Как в сепии. И если б это вправду были снимки, они стали бы документами особой южной жизни. На них отпечатались бы портреты землевладельцев и батраков, крестьян — гуахиро и крутильщиков сигар — табакеро: смуглые лица на смуглой коже растения, совершенная гармония идеи и материала. Лист за листом каждый высокий куст Nicotiana tabacum сделался бы генеалогическим древом одной из никотиновых династий. Таких, например, как семья Тораньо. Людей табака.

Патриарх

Куба далеко, Куба рядом. Это как посмотреть. Сантьяго Тораньо смотрел через океан. Щурился, вероятно, на остро бликующие под солнцем шелка Атлантики, повторяя мыслью маршрут Колумба.

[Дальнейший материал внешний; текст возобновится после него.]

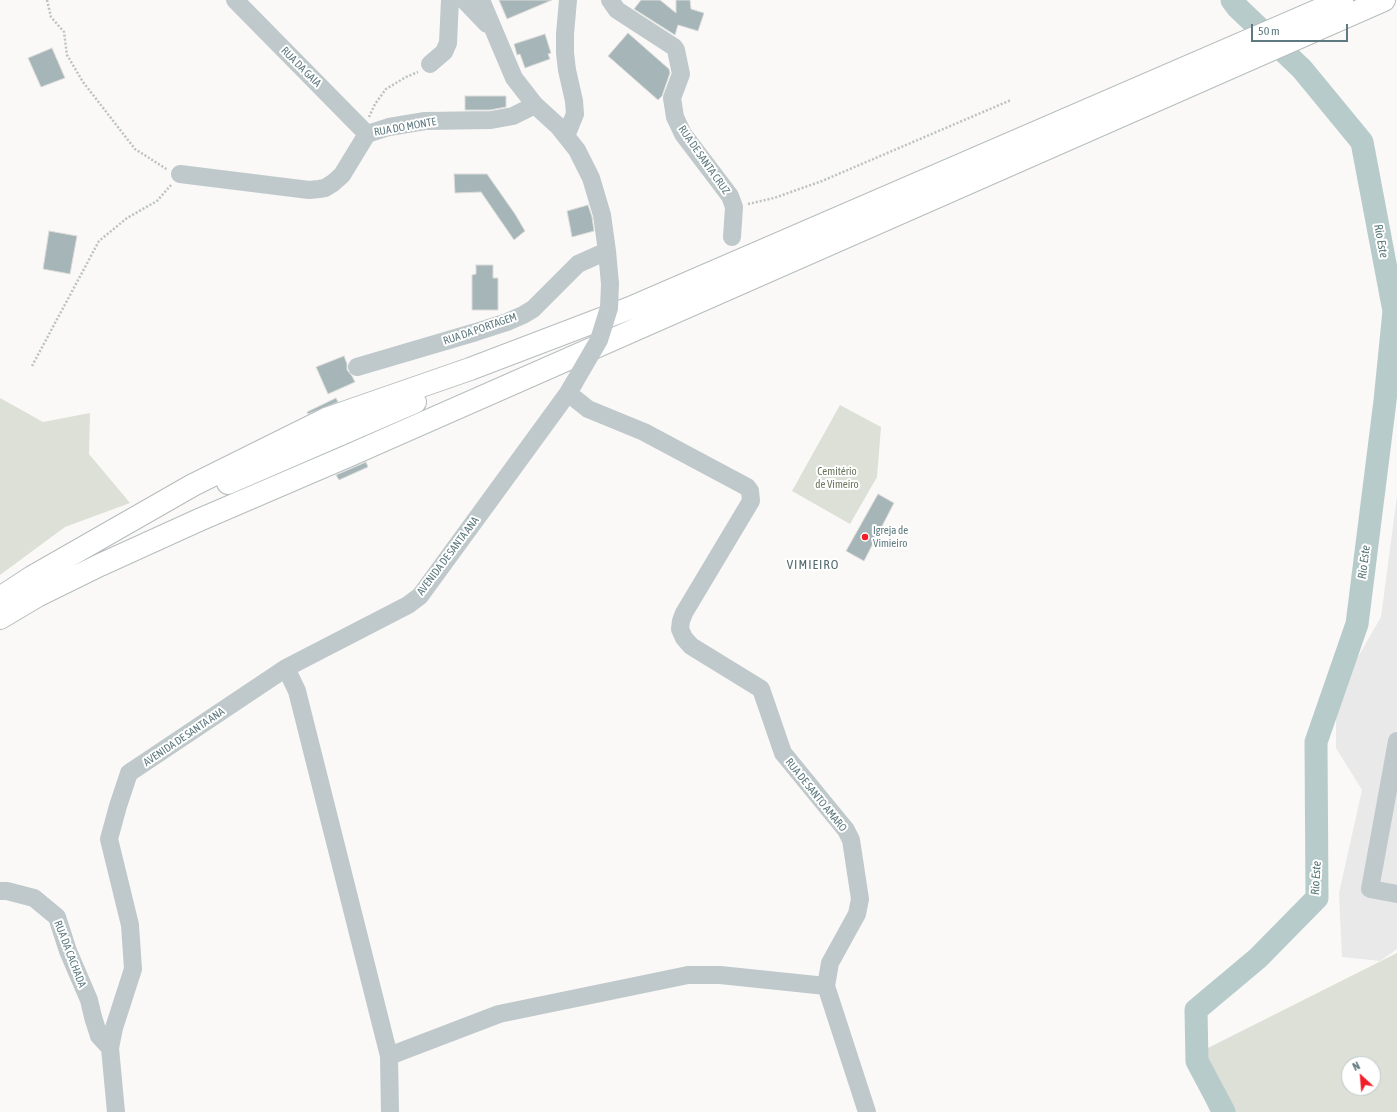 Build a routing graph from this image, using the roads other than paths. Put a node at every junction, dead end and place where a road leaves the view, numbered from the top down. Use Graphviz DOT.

По понятиям физической географии путь из точки А в точку Б был действительно неблизок. Но перспективы, открывавшиеся юному испанскому голодранцу из песков его нищей рыбацкой деревни, могли бы показаться блестящими лишь живописцу-маринисту. Если вы амбициозны, побережье Астурии начала двадцатого века не может служить стартом большим жизненным планам. А в бывшей колонии, там, где ещё Кортес грузил мексиканским золотом свои галеоны, удачливые соотечественники Сантьяго и их предприимчивые конкуренты-гринго ковали молодые капиталы, и этот звон беспрепятственно долетал из-за океана до ушей честолюбивых европейских мальчишек. Сантьяго прибыл на Кубу, когда ему было восемнадцать или девятнадцать. Пекарь, повар, грузчик — семейное предание сохранило лишь обрывочные сведения о ранних скитаниях Тораньо Первого. В потоке испанских эмигрантов он не выделялся особенным опытом или квалификацией, а потому хватался за любую работу, какую ему только могли доверить, — лишь бы она давала хлеб да табачок. Вот на табачок то, как вскоре стало ясно, и стоило обратить внимание.

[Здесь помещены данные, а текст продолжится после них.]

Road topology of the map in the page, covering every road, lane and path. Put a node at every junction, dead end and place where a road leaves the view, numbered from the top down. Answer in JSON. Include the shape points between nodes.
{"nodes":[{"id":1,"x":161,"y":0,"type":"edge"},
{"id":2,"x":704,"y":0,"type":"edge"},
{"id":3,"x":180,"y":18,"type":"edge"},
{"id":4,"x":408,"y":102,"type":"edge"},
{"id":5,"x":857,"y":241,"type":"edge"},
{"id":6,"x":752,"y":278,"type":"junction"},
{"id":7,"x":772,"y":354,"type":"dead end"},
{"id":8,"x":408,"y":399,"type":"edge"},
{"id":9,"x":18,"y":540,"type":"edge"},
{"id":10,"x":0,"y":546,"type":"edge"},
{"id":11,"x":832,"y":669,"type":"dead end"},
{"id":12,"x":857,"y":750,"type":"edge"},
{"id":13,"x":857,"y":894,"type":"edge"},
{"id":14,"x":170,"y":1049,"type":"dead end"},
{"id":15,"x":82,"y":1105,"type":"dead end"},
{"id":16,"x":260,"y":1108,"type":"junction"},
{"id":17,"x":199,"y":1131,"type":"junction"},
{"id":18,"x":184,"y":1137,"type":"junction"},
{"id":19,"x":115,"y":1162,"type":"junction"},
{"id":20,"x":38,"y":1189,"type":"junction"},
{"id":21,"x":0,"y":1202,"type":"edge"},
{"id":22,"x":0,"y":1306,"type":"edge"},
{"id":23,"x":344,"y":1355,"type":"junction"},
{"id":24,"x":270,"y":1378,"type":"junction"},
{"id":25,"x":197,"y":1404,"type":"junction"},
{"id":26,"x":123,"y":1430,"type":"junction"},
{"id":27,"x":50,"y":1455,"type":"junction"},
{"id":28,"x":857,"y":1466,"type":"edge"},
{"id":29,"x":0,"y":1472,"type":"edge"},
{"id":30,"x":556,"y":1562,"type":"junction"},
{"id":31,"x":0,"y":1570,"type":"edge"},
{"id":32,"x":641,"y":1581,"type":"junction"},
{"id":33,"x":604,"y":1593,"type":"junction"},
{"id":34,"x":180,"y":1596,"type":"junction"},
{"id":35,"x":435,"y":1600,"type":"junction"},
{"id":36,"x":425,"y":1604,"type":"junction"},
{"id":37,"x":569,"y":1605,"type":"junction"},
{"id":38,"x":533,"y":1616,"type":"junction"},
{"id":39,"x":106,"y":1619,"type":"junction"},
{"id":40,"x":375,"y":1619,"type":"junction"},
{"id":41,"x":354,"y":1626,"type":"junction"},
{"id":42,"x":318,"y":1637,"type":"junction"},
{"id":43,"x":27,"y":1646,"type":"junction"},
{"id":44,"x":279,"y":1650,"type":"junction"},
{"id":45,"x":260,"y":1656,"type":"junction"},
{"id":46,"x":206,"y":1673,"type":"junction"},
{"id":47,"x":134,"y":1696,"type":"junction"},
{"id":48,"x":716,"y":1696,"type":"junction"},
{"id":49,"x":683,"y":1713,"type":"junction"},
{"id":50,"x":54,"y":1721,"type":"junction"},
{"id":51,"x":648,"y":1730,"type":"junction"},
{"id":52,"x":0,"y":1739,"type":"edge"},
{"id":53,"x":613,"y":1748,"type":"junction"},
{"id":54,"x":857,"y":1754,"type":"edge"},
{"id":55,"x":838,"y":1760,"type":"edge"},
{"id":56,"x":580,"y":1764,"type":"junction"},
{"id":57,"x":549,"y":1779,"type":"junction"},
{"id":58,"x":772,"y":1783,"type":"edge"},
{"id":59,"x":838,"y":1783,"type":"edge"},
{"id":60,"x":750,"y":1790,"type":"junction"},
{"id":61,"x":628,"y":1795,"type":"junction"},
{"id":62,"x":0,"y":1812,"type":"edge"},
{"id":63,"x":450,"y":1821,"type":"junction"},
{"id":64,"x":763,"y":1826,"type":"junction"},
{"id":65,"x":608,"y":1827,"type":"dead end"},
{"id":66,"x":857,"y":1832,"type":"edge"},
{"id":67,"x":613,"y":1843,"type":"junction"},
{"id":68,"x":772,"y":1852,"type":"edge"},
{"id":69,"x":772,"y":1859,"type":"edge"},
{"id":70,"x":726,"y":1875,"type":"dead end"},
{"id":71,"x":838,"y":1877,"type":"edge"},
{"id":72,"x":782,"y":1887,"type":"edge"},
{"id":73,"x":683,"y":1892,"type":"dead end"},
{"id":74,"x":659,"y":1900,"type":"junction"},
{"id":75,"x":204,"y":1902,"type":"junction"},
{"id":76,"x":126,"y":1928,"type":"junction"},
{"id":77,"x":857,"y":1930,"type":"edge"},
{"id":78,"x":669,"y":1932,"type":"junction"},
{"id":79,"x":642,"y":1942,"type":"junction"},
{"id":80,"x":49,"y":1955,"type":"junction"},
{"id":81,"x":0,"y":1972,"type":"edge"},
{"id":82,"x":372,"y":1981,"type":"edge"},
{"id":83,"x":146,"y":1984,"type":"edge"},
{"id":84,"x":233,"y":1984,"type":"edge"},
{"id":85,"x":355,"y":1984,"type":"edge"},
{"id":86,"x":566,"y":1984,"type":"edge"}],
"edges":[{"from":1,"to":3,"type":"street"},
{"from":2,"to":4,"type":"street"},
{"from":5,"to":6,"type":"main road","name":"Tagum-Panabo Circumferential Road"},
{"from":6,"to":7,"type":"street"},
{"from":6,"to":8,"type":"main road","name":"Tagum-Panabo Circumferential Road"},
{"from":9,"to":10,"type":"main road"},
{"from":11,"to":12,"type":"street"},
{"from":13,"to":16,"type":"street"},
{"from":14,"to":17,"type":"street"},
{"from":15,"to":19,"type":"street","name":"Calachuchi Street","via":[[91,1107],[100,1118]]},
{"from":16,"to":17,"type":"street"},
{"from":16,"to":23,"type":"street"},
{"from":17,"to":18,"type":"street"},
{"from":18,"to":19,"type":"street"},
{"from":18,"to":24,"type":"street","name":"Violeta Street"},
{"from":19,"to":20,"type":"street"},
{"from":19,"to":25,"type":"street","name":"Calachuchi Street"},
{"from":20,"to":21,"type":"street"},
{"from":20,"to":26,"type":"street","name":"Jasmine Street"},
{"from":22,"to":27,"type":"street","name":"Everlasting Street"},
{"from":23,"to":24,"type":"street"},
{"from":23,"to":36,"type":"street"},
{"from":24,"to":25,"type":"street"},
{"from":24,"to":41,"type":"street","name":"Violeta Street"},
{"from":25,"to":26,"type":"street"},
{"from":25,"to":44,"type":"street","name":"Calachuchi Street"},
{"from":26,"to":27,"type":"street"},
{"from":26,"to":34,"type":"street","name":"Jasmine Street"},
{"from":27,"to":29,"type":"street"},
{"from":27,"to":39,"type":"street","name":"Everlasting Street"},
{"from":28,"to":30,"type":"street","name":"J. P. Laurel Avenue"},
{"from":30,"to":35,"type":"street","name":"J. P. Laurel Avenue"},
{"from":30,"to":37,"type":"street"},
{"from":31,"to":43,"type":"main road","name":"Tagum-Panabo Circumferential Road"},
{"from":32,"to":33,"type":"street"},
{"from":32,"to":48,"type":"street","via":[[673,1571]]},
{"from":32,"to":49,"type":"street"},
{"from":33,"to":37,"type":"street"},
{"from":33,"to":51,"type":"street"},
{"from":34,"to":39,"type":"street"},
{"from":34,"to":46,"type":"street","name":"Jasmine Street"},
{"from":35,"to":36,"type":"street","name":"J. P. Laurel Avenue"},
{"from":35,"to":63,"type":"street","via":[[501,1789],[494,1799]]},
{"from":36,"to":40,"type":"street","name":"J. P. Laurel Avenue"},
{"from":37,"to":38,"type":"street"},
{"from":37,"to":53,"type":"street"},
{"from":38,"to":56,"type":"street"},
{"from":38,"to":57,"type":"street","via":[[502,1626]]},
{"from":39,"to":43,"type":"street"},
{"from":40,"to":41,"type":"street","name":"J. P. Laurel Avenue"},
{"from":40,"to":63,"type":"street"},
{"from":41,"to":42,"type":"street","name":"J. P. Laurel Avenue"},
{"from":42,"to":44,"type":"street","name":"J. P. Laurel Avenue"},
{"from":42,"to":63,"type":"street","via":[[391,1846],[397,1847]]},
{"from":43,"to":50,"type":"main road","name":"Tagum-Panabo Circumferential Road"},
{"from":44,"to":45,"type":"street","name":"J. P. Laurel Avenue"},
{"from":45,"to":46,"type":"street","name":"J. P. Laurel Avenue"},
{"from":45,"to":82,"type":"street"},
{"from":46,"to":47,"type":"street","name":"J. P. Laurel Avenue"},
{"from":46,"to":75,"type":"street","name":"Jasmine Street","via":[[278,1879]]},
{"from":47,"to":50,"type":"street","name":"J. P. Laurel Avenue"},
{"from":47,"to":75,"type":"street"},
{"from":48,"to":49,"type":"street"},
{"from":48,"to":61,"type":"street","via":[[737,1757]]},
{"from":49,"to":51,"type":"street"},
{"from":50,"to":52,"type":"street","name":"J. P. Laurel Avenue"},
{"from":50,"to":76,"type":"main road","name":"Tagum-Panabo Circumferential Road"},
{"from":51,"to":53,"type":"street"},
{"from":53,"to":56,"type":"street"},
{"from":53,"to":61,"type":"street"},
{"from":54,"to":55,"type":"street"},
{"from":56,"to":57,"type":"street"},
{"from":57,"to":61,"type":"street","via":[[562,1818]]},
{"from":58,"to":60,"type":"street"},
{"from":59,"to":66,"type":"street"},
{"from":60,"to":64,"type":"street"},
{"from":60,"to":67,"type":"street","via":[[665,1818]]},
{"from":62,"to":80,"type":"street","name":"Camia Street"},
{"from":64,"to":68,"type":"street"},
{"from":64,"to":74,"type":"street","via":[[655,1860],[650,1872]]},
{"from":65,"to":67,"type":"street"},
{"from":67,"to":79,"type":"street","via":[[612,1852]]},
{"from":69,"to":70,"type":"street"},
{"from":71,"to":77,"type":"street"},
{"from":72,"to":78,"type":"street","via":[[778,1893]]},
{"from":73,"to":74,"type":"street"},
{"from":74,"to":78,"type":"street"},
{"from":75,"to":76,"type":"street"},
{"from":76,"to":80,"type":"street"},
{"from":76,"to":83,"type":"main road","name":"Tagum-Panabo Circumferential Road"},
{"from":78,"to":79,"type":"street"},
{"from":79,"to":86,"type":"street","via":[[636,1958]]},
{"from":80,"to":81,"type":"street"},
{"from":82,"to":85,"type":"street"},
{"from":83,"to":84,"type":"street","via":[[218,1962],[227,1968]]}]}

Конкистадоры совсем не нашли на Кубе золота. Ни крупицы. Но в изобилии произрастающее на острове крупнолистное растение семейства паслёновых помогло забыть это разочарование. Табак заменил захватчикам солнечный металл. Завоеватели заразили Европу индейской привычкой — и их потомки на этом озолотились.

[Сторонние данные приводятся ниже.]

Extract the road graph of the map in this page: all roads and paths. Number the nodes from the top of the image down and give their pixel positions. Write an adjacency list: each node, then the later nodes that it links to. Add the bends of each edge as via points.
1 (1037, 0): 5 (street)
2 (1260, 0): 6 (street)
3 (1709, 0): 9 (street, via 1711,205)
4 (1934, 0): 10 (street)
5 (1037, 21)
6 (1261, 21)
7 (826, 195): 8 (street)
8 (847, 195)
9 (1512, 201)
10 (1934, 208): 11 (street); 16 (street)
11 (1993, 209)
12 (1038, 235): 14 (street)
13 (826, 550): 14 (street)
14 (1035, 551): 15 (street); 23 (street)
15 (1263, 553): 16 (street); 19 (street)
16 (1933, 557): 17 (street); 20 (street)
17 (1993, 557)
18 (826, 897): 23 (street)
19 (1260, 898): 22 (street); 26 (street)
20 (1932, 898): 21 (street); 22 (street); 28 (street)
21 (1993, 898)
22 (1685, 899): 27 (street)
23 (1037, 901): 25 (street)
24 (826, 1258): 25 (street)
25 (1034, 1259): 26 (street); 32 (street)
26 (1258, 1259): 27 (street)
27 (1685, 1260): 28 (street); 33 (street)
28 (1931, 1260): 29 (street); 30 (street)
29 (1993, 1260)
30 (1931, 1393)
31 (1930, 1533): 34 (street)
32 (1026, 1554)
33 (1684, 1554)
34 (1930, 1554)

Испанцы стали первыми в Европе курильщиками. Первыми табачными плантаторами. Первыми торговцами дымным зельем. В конце концов, изобретателями современных сигар. До начала XIХ века они вообще были единственными табачниками в мире, силой оружия удерживая за собой монополию на этом рынке.

Сантьяго Тораньо был испанцем и, как большинство испанцев, любителем сигар. С переменным успехом пытая счастье на разных поприщах, он в конце концов занялся табачными спекуляциями: благо, в куреве разбирался неплохо. Брал сырьё на отдалённых плантациях, в глубинке, — сбывал в Гаване. Дело пошло в гору. Скоро у него завелась собственная лавка, а через четыре года вылупившийся из мальчишки-эмигранта торговец табачным сырьём уже перевёз на Кубу трёх своих младших братьев — вместе растить бизнес.

Так почти девяносто лет назад на Кубе объявился клан Тораньо.

Sorting1

Домочадцы

Подробности их .великого переселения. тонут в дымке истории — а может, в сигарном дыму. Заглядывая в прошлое сквозь прорехи этой завесы, мы видим большой дом, гостиную, полную разновозрастных жильцов. Идиллия в колониальном стиле: старый добрый Casa Сubana, где три поколения одного рода принимают гостей по вечерам, курят сигары, выпивают. И поют под испанскую гитару. Младенцы этого клана рождались курильщиками, росли среди табака — но никотиновые смолы, тем не менее, щадили их голосовые связки. Каждый Тораньо был тенором. Сумерки были временем домашних песен. Эта семейная традиция имела силу закона: с основателем династии не вступали в споры, он и накануне смерти оставался главным запевалой во всех смыслах, высоким, крепким, авторитетным стариком.

Да и отчего бы не петь, если к той, самой первой, табачной лавке очень скоро присоединилась собственная плантация, а со временем угодья дружного семейства с одной скромной фермы расширились до двадцати трёх, и на шестистах акрах этой тяжёлой, глинистой почвы дарили прекрасный урожай модные сорта Connecticut и Corojo. Вместе с побегами табака росли цены на табак, поднимались доходы, и социальный статус фамилии взлетал к вершинам респектабельности. Торговцы Тораньо превратились в землевладельцев, в производителей и поставщиков табачного сырья с репутацией. Их товар можно было брать, ничем не рискуя.

reserva bands

Идеалист

Хозяин, Карлос Тораньо, сын Сантьяго, был простосердечным харизматиком, энергичным жизнелюбом с латинским темпераментом и латинской же страстью к политике. Впрочем, безучастное созерцание вообще было не в духе эпохи. Подсчитано, что в XX веке в Латинской Америке произошло восемьдесят государственных переворотов — и на Кубу пришлась немалая их доля. Добавьте сюда многочисленные законные отставки, выборы и перевыборы. На крутых виражах кубинского политического ралли каждый новый государственный рулевой в президентском кресле грозил в щепки разбить даже самый устойчивый бизнес. В этом отношении диктатура Фульхенсио Батисты была, может, и не опаснее других режимов — но чисто по-человечески более оскорбительна.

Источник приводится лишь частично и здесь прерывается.